3. Clement is also citing - in a second hand fashion - junk science from discredited researchers. In his defense of DOMA, Clement cites the work of Case Western Reserve University law professor George W. Dent, Jr.
But Dent's work - which Clement uses - cited both Paul Cameron and George Rekers, two discredited researchers. Cameron has been censured or rebuked by several organizations for his bad methodology in his studies. He has published work which claimed, among other nauseating false things, that gays stuff gerbils up their rectums. (Editor's note- the piece Cameron cited to make this claim - The Straight Dope - actually said that this claim was not true. Cameron dishonestly "flipped the script" to make it seem that The Straight Dope was affirming this claim.)
Rekers lost a lot of credibility for last year's scandal when he was caught coming from a European vacation with a "rentboy."
Also, Dent cited the work of Walter Schumm's study Children of Homosexuals More Apt To Be Homosexuals? A Reply to Morrison and to Cameron Based on an Examination of Multiple Sources of Data.
Schumm's study was criticized for using the same false methodology as Cameron's work. i.e. citing sources "from general-audience books about LGBT parenting and families, most of which are available on Amazon.com"
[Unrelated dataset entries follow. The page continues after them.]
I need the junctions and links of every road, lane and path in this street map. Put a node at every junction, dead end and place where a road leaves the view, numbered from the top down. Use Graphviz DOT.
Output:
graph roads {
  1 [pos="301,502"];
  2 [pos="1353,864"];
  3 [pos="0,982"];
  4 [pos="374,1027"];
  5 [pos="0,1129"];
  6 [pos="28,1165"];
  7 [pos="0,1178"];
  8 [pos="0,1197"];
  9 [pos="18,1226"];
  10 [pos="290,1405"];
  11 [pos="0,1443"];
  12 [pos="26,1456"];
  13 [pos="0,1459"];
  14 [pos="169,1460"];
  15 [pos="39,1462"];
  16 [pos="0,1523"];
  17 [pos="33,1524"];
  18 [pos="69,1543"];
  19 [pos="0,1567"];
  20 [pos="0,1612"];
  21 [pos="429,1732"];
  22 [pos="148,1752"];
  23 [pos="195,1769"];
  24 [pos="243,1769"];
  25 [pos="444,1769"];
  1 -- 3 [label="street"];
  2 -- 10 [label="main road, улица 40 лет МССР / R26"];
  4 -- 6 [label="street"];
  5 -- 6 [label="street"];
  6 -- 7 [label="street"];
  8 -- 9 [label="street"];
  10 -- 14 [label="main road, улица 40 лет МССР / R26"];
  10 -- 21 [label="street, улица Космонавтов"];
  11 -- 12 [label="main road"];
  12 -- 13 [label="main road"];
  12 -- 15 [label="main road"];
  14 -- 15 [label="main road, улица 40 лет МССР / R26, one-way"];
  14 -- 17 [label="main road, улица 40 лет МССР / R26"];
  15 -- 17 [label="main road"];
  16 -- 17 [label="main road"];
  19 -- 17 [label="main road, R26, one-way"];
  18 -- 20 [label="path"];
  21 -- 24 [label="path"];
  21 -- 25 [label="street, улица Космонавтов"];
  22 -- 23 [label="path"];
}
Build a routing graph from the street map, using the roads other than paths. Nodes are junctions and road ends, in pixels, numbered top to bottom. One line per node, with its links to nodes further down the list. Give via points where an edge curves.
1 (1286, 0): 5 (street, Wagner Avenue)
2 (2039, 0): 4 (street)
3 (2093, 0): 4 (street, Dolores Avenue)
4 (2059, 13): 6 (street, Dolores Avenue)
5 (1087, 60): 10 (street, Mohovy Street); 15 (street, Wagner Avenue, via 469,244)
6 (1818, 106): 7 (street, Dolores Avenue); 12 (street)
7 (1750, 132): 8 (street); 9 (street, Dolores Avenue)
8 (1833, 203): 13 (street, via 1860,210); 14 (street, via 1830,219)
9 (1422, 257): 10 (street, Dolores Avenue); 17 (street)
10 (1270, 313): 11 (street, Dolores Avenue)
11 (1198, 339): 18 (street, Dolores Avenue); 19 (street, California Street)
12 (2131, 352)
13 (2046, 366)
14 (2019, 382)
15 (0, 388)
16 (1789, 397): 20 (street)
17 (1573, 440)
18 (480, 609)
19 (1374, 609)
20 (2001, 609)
Furthermore, Dent cited a book called Straight & Narrow by Thomas E. Schmidt to make criticisms about gay health. However, Schmidt is not a credible researcher in the field of gay health. He is a professor of New Testament Greek at Westmont College in Santa Barbara and according to Rev. Mel White of the group Soulforce, Schmidt cited Cameron's discredited studies many times in Straight & Narrow (5th letter to Jerry Falwell.)
And last, but not least, Dent cited the work of the American College of Pediatricians. The American College of Pediatricians is not a credible organization, but an organization created to give credibility to junk science about the gay community. Last year, over 14,000 school district superintendents in the country were sent a letter by ACP inviting them to peruse and use information from a new site, Facts About Youth. The site claimed to present "facts" supposedly not tainted by "political correctness." Of course these were not facts, but ugly distortions about the gay community, including:
Some gay men sexualize human waste, including the medically dangerous practice of coprophilia, which means sexual contact with highly infectious fecal wastes
Taking all of this into account, it is no wonder that the site Equality Matters raised speculation that Boehner's defense of DOMA may go the route of the Prop 8 case. That anti-gay law was overturned.
But I have a question for my fellow Americans - gay and straight. How does it feel to have over $1 million of your tax dollars wasted to prop up the work of a man who claims that gays stuff gerbils up their rectums?
If you feel like you're getting screwed, it ain't the gerbils who's doing it.